== Exercise goal ==
Which lines in the listing below contain "down"? Copy each of them.

........

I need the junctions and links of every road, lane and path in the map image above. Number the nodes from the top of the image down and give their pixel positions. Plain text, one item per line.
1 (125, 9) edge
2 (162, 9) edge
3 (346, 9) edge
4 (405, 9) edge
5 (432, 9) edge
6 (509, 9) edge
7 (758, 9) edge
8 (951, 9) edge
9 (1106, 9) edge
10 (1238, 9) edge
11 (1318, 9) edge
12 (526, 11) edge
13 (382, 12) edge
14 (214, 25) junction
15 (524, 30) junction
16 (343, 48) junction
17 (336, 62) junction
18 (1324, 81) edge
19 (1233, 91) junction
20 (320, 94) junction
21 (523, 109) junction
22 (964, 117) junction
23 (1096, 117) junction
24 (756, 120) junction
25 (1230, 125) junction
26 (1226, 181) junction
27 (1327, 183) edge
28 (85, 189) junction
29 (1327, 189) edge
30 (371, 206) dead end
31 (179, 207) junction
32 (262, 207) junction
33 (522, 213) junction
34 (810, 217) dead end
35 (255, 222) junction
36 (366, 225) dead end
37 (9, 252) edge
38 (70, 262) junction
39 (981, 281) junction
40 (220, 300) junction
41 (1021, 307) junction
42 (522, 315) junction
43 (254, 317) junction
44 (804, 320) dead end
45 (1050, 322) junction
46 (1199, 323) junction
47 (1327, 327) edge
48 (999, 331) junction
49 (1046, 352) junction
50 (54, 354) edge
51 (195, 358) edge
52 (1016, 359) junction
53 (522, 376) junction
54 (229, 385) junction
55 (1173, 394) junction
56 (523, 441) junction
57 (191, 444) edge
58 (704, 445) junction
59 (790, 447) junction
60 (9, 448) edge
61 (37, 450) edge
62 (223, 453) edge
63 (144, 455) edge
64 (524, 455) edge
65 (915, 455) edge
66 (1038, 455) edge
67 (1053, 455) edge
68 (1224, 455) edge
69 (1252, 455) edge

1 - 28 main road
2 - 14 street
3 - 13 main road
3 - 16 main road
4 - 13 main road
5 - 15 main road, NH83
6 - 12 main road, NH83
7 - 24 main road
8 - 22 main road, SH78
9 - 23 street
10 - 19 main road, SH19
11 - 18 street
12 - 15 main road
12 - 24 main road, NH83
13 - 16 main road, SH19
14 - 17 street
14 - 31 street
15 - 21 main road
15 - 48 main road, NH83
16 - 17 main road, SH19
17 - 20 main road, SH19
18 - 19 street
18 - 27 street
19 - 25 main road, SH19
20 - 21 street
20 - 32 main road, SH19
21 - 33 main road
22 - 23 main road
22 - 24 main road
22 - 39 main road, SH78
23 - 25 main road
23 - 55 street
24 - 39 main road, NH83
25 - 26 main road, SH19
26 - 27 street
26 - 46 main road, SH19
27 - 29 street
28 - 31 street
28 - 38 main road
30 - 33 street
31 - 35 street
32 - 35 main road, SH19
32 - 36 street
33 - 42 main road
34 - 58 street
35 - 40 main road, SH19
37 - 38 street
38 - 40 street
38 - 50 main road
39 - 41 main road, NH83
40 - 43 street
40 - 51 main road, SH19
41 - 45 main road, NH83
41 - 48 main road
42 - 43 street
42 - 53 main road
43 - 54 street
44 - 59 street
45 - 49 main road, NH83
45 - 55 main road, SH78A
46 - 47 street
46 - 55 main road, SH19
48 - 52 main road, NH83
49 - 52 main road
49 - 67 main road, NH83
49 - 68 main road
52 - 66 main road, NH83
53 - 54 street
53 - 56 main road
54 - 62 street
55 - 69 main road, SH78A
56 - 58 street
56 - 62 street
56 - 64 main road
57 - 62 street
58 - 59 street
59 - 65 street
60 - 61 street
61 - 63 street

........

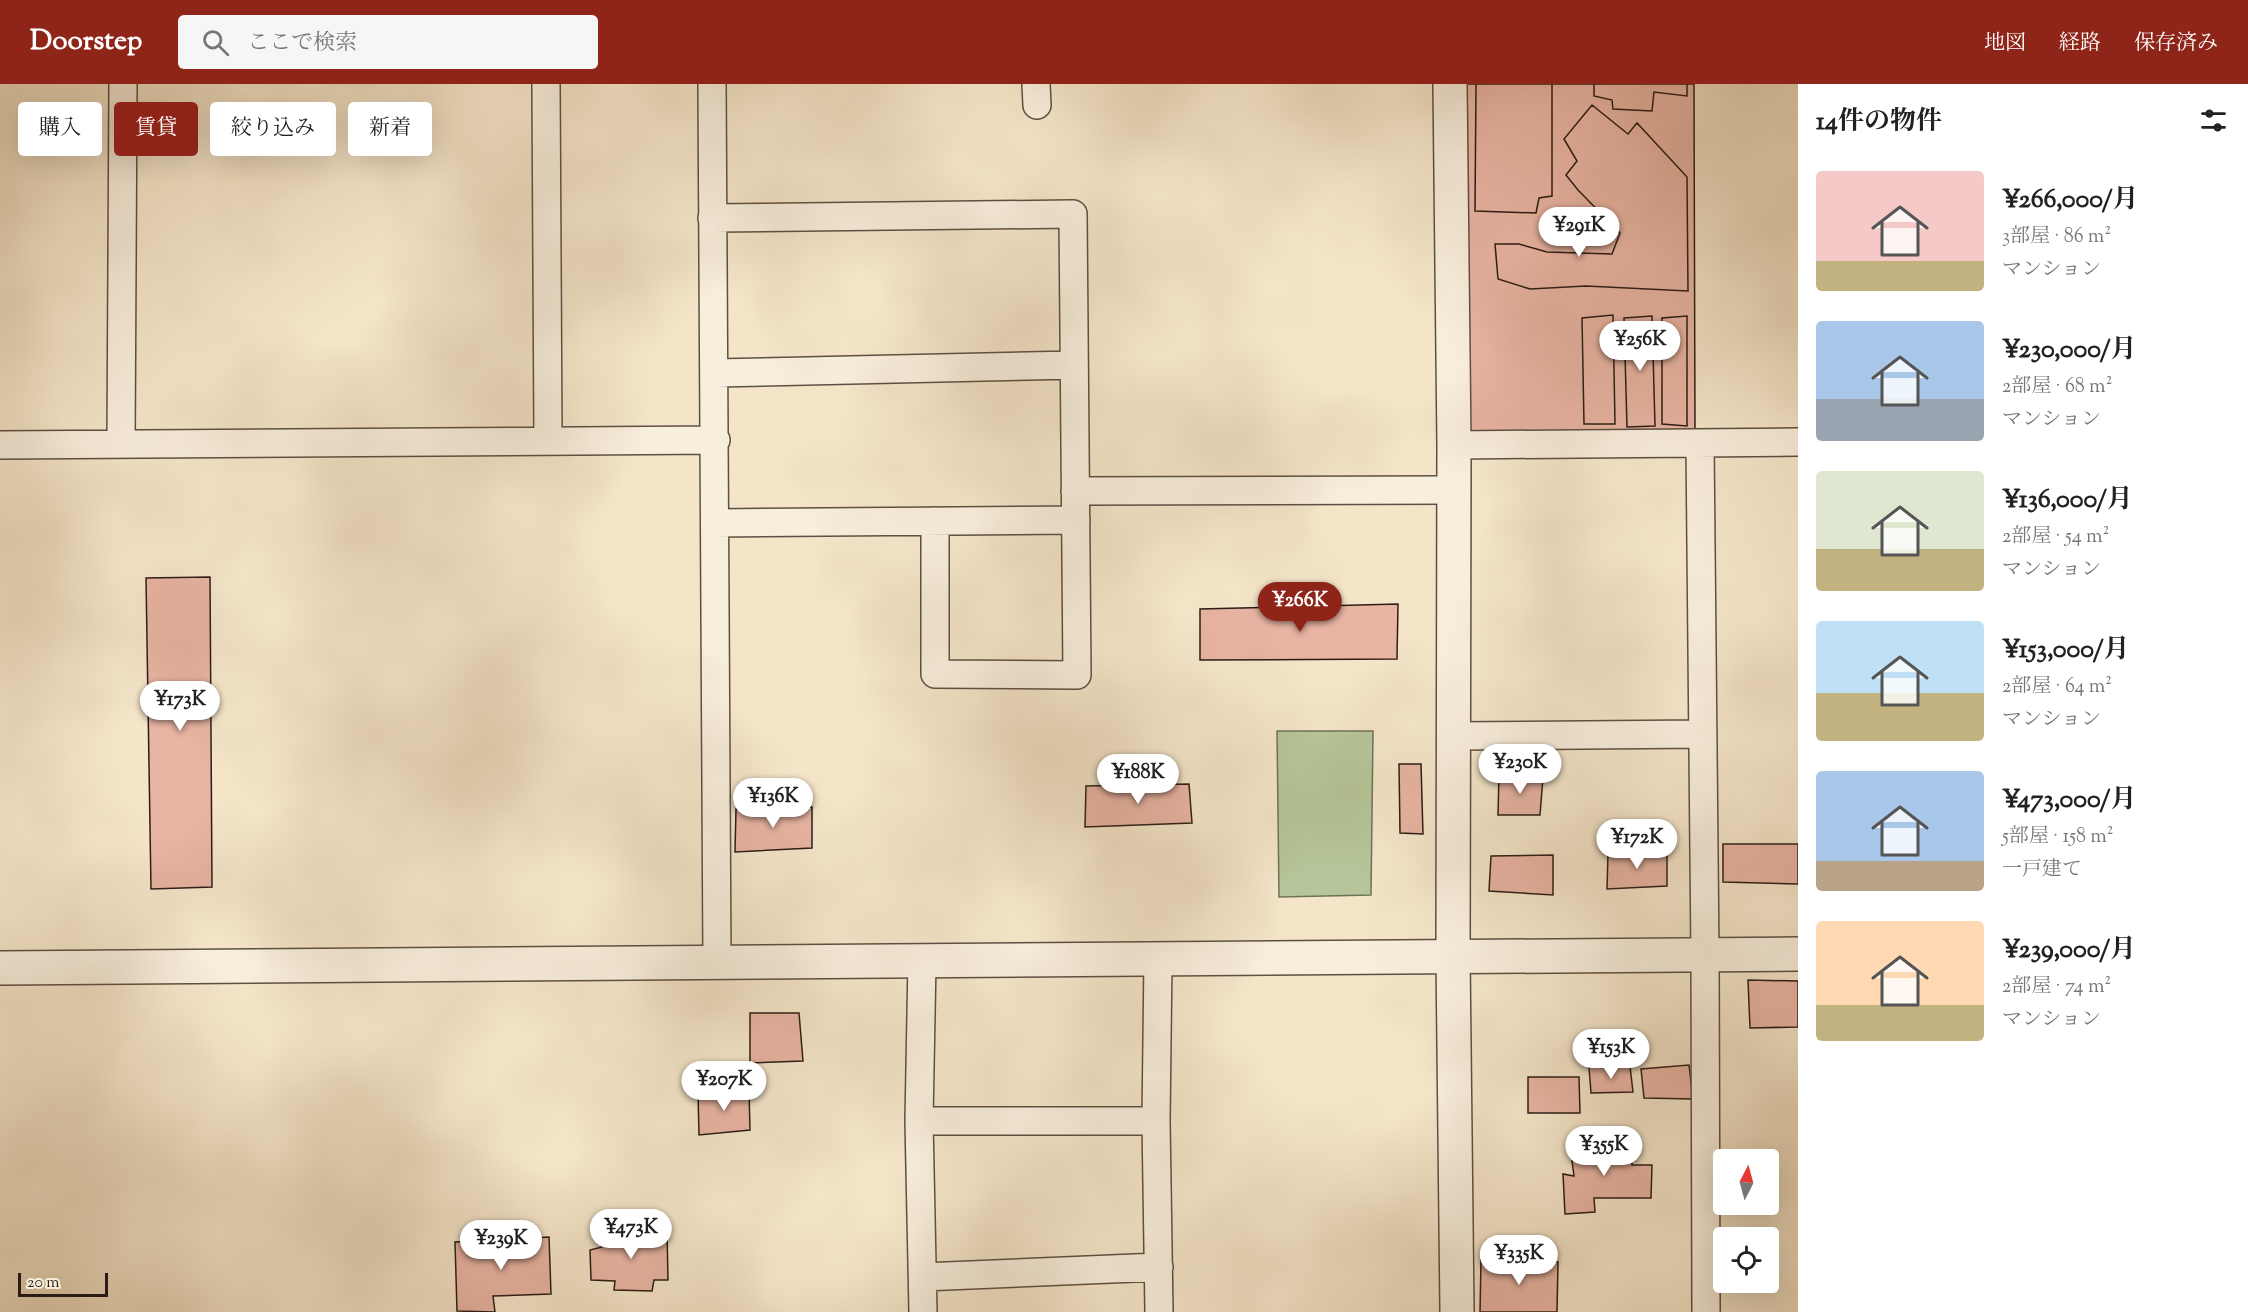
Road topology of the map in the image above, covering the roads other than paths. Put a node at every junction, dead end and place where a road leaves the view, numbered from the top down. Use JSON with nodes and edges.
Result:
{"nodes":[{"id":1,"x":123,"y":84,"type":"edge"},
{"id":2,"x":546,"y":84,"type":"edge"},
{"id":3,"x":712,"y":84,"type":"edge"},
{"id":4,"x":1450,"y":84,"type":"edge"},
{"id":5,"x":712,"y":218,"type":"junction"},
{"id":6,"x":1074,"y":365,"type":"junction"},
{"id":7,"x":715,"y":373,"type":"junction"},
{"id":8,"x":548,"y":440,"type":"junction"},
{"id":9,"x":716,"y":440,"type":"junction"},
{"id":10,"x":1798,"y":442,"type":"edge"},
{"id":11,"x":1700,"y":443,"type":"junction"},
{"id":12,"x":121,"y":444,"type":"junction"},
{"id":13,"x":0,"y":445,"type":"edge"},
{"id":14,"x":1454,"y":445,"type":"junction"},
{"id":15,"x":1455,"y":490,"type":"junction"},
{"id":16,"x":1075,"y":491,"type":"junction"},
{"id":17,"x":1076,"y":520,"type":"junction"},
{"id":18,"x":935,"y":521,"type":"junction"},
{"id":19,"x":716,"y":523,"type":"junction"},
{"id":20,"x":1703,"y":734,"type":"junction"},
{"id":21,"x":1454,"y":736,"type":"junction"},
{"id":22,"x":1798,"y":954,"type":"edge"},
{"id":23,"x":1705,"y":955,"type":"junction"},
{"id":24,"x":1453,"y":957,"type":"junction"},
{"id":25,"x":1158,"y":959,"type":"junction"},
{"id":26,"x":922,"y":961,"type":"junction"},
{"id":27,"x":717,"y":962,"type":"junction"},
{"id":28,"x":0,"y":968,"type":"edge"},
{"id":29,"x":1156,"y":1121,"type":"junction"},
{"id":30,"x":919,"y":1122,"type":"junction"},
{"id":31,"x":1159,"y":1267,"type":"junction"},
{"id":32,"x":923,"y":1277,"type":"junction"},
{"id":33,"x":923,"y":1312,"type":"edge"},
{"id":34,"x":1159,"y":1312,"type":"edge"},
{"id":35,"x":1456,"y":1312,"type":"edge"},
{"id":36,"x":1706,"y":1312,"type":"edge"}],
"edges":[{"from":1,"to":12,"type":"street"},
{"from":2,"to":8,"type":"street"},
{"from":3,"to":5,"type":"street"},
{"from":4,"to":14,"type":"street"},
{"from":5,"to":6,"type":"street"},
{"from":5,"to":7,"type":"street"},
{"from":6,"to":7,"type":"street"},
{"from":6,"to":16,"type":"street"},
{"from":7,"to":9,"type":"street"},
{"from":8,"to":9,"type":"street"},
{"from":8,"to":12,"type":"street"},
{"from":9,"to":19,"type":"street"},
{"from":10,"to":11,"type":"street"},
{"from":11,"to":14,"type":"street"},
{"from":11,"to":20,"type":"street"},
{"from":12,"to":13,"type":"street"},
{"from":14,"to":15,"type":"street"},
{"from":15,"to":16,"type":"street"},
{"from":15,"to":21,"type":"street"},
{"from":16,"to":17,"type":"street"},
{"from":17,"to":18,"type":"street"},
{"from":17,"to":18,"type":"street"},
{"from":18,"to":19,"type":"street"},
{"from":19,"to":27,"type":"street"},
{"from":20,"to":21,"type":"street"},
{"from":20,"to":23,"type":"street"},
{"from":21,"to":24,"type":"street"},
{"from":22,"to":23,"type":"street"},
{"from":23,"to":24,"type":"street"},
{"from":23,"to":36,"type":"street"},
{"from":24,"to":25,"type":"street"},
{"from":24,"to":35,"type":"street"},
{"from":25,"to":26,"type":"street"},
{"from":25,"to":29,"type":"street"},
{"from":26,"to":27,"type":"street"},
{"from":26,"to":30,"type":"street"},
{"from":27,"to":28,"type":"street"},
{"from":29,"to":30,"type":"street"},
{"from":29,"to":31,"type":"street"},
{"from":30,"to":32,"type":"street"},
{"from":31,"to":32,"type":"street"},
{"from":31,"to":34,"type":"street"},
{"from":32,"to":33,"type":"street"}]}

........

== Reply to the task ==
I need the junctions and links of every road, lane and path in the map image above. Number the nodes from the top of the image down and give their pixel positions. Plain text, one item per line.
Road topology of the map in the image above, covering the roads other than paths. Put a node at every junction, dead end and place where a road leaves the view, numbered from the top down. Use JSON with nodes and edges.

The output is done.